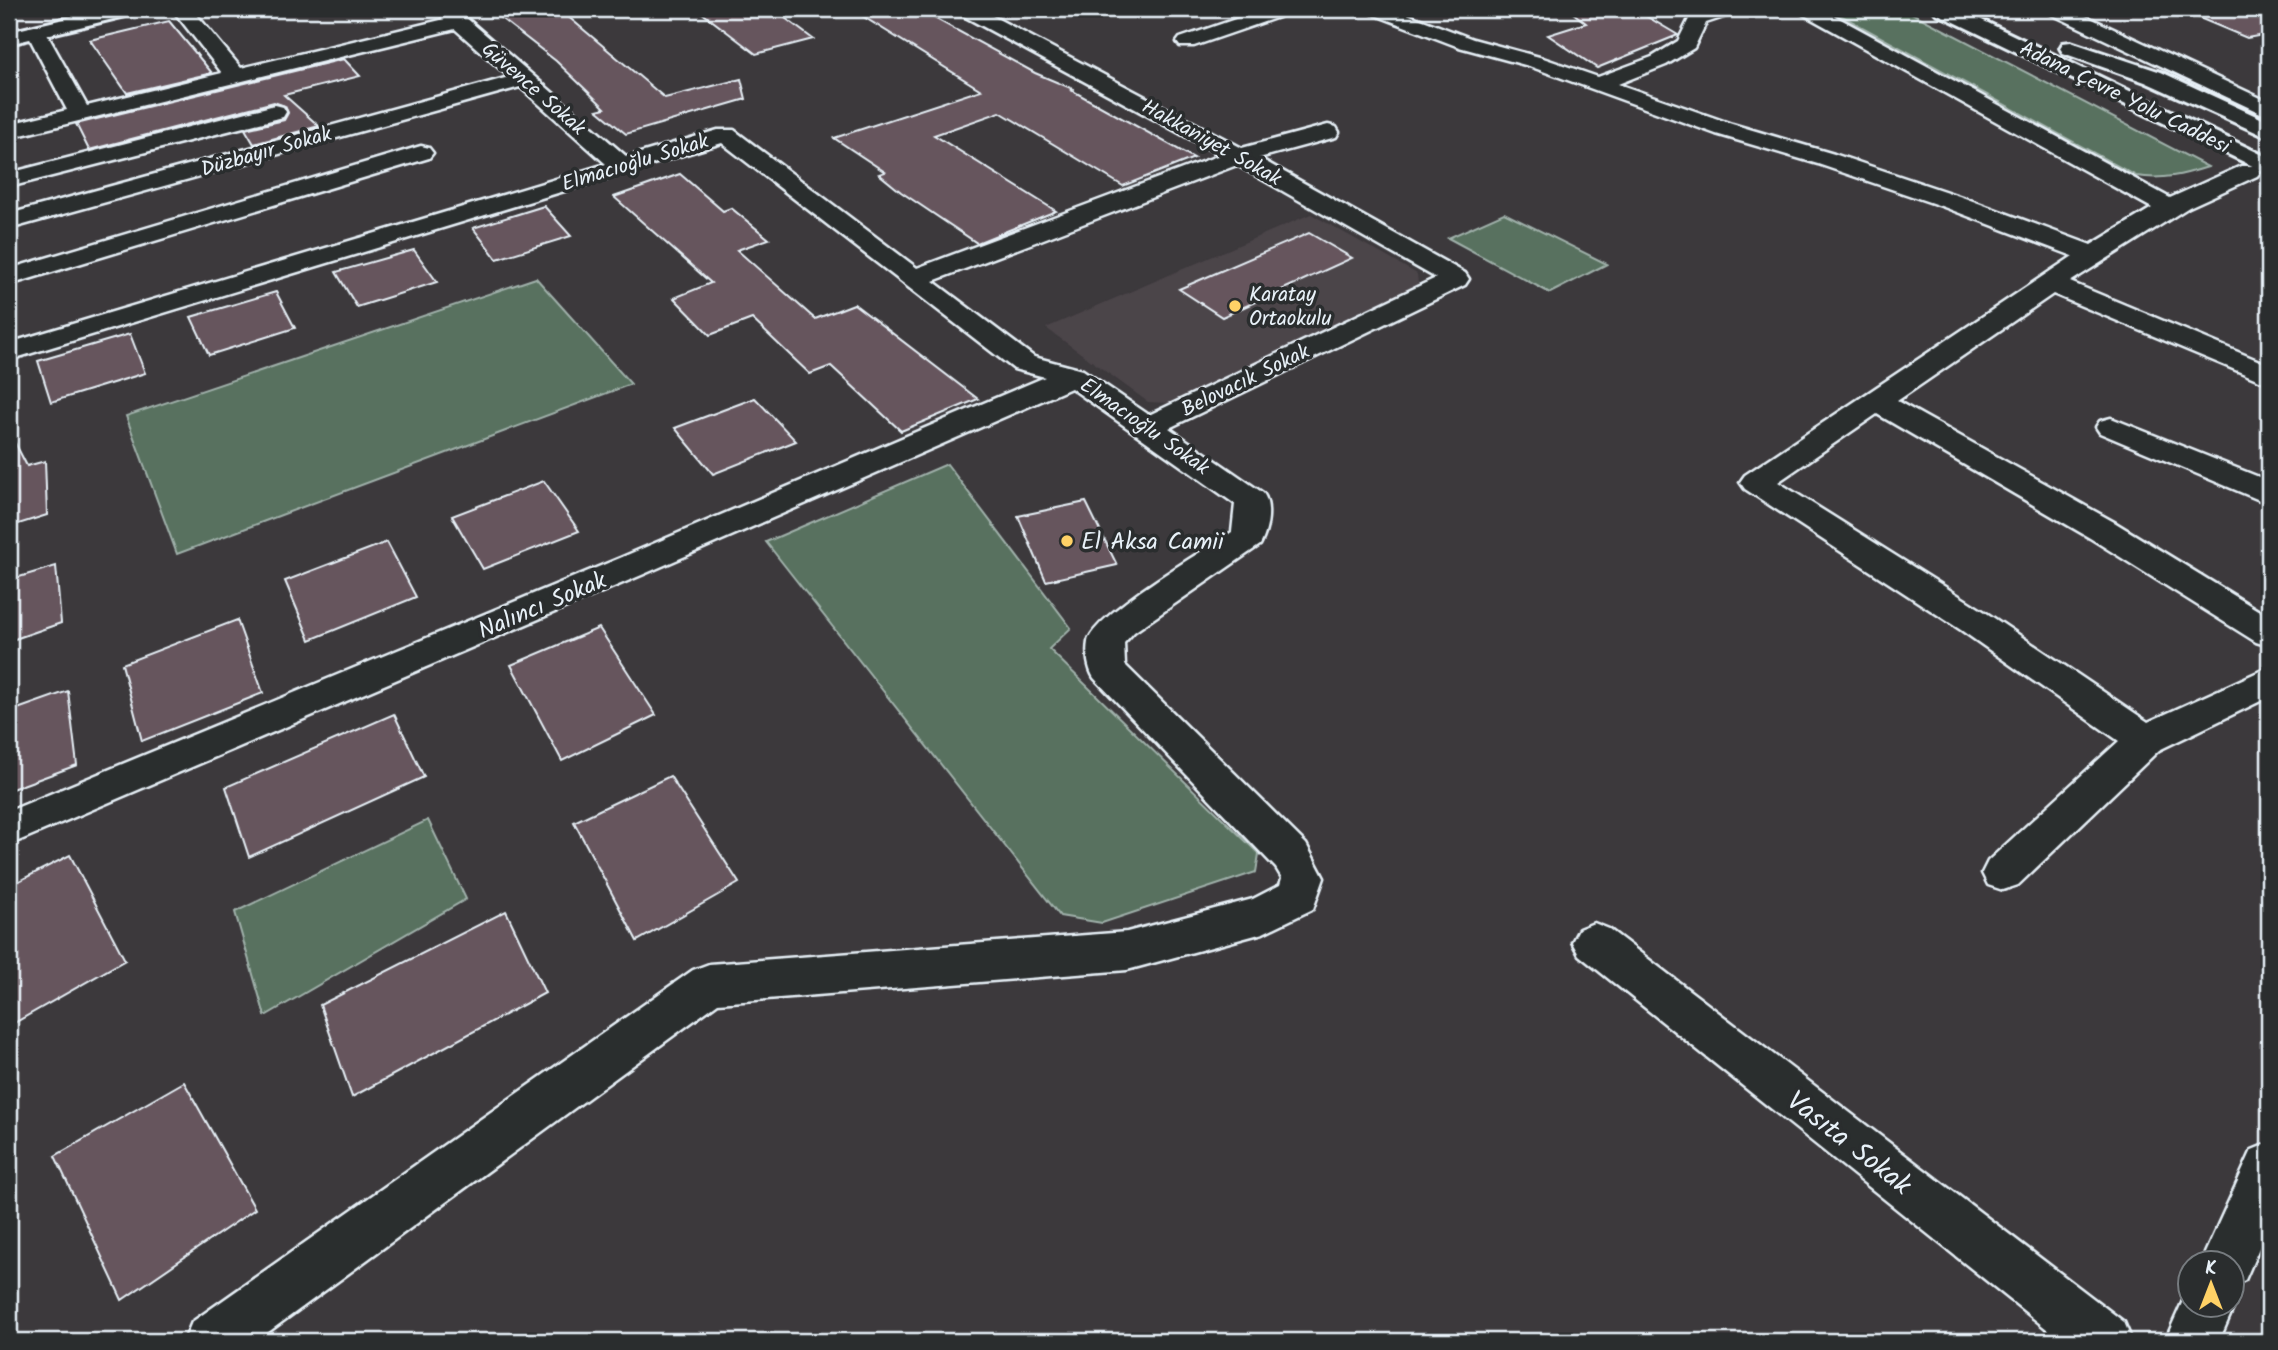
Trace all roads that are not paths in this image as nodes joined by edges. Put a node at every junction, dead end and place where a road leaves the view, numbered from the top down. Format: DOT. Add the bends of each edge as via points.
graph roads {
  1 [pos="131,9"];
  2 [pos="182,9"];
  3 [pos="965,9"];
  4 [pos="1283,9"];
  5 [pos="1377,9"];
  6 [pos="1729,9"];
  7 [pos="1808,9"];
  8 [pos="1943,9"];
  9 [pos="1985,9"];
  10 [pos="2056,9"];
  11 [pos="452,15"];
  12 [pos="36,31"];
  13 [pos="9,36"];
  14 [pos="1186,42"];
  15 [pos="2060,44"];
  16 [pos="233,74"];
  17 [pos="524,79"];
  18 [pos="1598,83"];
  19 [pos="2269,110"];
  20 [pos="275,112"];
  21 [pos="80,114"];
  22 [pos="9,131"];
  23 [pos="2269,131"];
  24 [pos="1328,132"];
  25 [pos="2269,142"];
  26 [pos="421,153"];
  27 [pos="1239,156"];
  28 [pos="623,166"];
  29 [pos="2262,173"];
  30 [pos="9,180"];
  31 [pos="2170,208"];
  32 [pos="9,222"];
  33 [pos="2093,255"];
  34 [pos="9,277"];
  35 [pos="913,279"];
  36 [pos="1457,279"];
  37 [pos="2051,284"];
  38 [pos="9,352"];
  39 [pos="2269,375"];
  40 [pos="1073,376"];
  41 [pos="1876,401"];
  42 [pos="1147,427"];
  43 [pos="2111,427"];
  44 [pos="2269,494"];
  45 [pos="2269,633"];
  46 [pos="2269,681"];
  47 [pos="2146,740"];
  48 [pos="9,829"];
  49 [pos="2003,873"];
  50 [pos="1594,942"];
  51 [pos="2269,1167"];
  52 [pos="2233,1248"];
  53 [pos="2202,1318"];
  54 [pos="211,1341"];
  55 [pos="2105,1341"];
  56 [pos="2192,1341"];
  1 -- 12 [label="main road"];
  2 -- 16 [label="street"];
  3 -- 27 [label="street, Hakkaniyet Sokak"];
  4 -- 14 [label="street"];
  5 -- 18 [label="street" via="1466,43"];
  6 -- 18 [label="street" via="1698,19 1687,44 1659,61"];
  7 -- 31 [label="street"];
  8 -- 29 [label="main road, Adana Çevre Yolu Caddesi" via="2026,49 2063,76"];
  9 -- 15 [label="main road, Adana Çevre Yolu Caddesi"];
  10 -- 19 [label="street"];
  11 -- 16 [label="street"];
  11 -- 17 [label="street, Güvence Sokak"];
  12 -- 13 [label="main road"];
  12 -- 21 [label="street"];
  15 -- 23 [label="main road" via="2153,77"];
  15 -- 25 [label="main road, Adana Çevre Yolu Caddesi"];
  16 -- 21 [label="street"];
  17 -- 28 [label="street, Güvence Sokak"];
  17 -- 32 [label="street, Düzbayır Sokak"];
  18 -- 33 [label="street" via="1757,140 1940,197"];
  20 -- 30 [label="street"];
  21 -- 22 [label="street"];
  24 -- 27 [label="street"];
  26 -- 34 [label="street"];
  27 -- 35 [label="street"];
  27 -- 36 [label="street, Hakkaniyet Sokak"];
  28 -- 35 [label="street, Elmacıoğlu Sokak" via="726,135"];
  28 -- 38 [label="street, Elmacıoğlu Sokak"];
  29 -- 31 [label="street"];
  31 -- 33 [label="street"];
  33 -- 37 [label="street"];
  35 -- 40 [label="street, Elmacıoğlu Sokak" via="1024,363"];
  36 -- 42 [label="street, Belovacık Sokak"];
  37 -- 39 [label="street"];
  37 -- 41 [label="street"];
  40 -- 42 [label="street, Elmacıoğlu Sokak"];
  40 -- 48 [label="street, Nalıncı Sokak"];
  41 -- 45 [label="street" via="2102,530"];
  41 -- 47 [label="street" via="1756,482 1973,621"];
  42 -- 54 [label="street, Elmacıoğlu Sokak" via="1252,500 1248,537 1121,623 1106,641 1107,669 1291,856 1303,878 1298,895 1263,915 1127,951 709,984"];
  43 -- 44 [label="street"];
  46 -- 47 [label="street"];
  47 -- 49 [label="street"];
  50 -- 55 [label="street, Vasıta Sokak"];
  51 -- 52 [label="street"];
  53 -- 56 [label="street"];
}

Problem requirements:
Pictures in the records must not appear in the copy; transcribe everything else precisely.

Your solution:
Trace all roads that are not paths in this image as nodes joined by edges. Put a node at every junction, dead end and place where a road leaves the view, numbered from the top down. Format: DOT. Add the bends of each edge as via points.
graph roads {
  1 [pos="131,9"];
  2 [pos="182,9"];
  3 [pos="965,9"];
  4 [pos="1283,9"];
  5 [pos="1377,9"];
  6 [pos="1729,9"];
  7 [pos="1808,9"];
  8 [pos="1943,9"];
  9 [pos="1985,9"];
  10 [pos="2056,9"];
  11 [pos="452,15"];
  12 [pos="36,31"];
  13 [pos="9,36"];
  14 [pos="1186,42"];
  15 [pos="2060,44"];
  16 [pos="233,74"];
  17 [pos="524,79"];
  18 [pos="1598,83"];
  19 [pos="2269,110"];
  20 [pos="275,112"];
  21 [pos="80,114"];
  22 [pos="9,131"];
  23 [pos="2269,131"];
  24 [pos="1328,132"];
  25 [pos="2269,142"];
  26 [pos="421,153"];
  27 [pos="1239,156"];
  28 [pos="623,166"];
  29 [pos="2262,173"];
  30 [pos="9,180"];
  31 [pos="2170,208"];
  32 [pos="9,222"];
  33 [pos="2093,255"];
  34 [pos="9,277"];
  35 [pos="913,279"];
  36 [pos="1457,279"];
  37 [pos="2051,284"];
  38 [pos="9,352"];
  39 [pos="2269,375"];
  40 [pos="1073,376"];
  41 [pos="1876,401"];
  42 [pos="1147,427"];
  43 [pos="2111,427"];
  44 [pos="2269,494"];
  45 [pos="2269,633"];
  46 [pos="2269,681"];
  47 [pos="2146,740"];
  48 [pos="9,829"];
  49 [pos="2003,873"];
  50 [pos="1594,942"];
  51 [pos="2269,1167"];
  52 [pos="2233,1248"];
  53 [pos="2202,1318"];
  54 [pos="211,1341"];
  55 [pos="2105,1341"];
  56 [pos="2192,1341"];
  1 -- 12 [label="main road"];
  2 -- 16 [label="street"];
  3 -- 27 [label="street, Hakkaniyet Sokak"];
  4 -- 14 [label="street"];
  5 -- 18 [label="street" via="1466,43"];
  6 -- 18 [label="street" via="1698,19 1687,44 1659,61"];
  7 -- 31 [label="street"];
  8 -- 29 [label="main road, Adana Çevre Yolu Caddesi" via="2026,49 2063,76"];
  9 -- 15 [label="main road, Adana Çevre Yolu Caddesi"];
  10 -- 19 [label="street"];
  11 -- 16 [label="street"];
  11 -- 17 [label="street, Güvence Sokak"];
  12 -- 13 [label="main road"];
  12 -- 21 [label="street"];
  15 -- 23 [label="main road" via="2153,77"];
  15 -- 25 [label="main road, Adana Çevre Yolu Caddesi"];
  16 -- 21 [label="street"];
  17 -- 28 [label="street, Güvence Sokak"];
  17 -- 32 [label="street, Düzbayır Sokak"];
  18 -- 33 [label="street" via="1757,140 1940,197"];
  20 -- 30 [label="street"];
  21 -- 22 [label="street"];
  24 -- 27 [label="street"];
  26 -- 34 [label="street"];
  27 -- 35 [label="street"];
  27 -- 36 [label="street, Hakkaniyet Sokak"];
  28 -- 35 [label="street, Elmacıoğlu Sokak" via="726,135"];
  28 -- 38 [label="street, Elmacıoğlu Sokak"];
  29 -- 31 [label="street"];
  31 -- 33 [label="street"];
  33 -- 37 [label="street"];
  35 -- 40 [label="street, Elmacıoğlu Sokak" via="1024,363"];
  36 -- 42 [label="street, Belovacık Sokak"];
  37 -- 39 [label="street"];
  37 -- 41 [label="street"];
  40 -- 42 [label="street, Elmacıoğlu Sokak"];
  40 -- 48 [label="street, Nalıncı Sokak"];
  41 -- 45 [label="street" via="2102,530"];
  41 -- 47 [label="street" via="1756,482 1973,621"];
  42 -- 54 [label="street, Elmacıoğlu Sokak" via="1252,500 1248,537 1121,623 1106,641 1107,669 1291,856 1303,878 1298,895 1263,915 1127,951 709,984"];
  43 -- 44 [label="street"];
  46 -- 47 [label="street"];
  47 -- 49 [label="street"];
  50 -- 55 [label="street, Vasıta Sokak"];
  51 -- 52 [label="street"];
  53 -- 56 [label="street"];
}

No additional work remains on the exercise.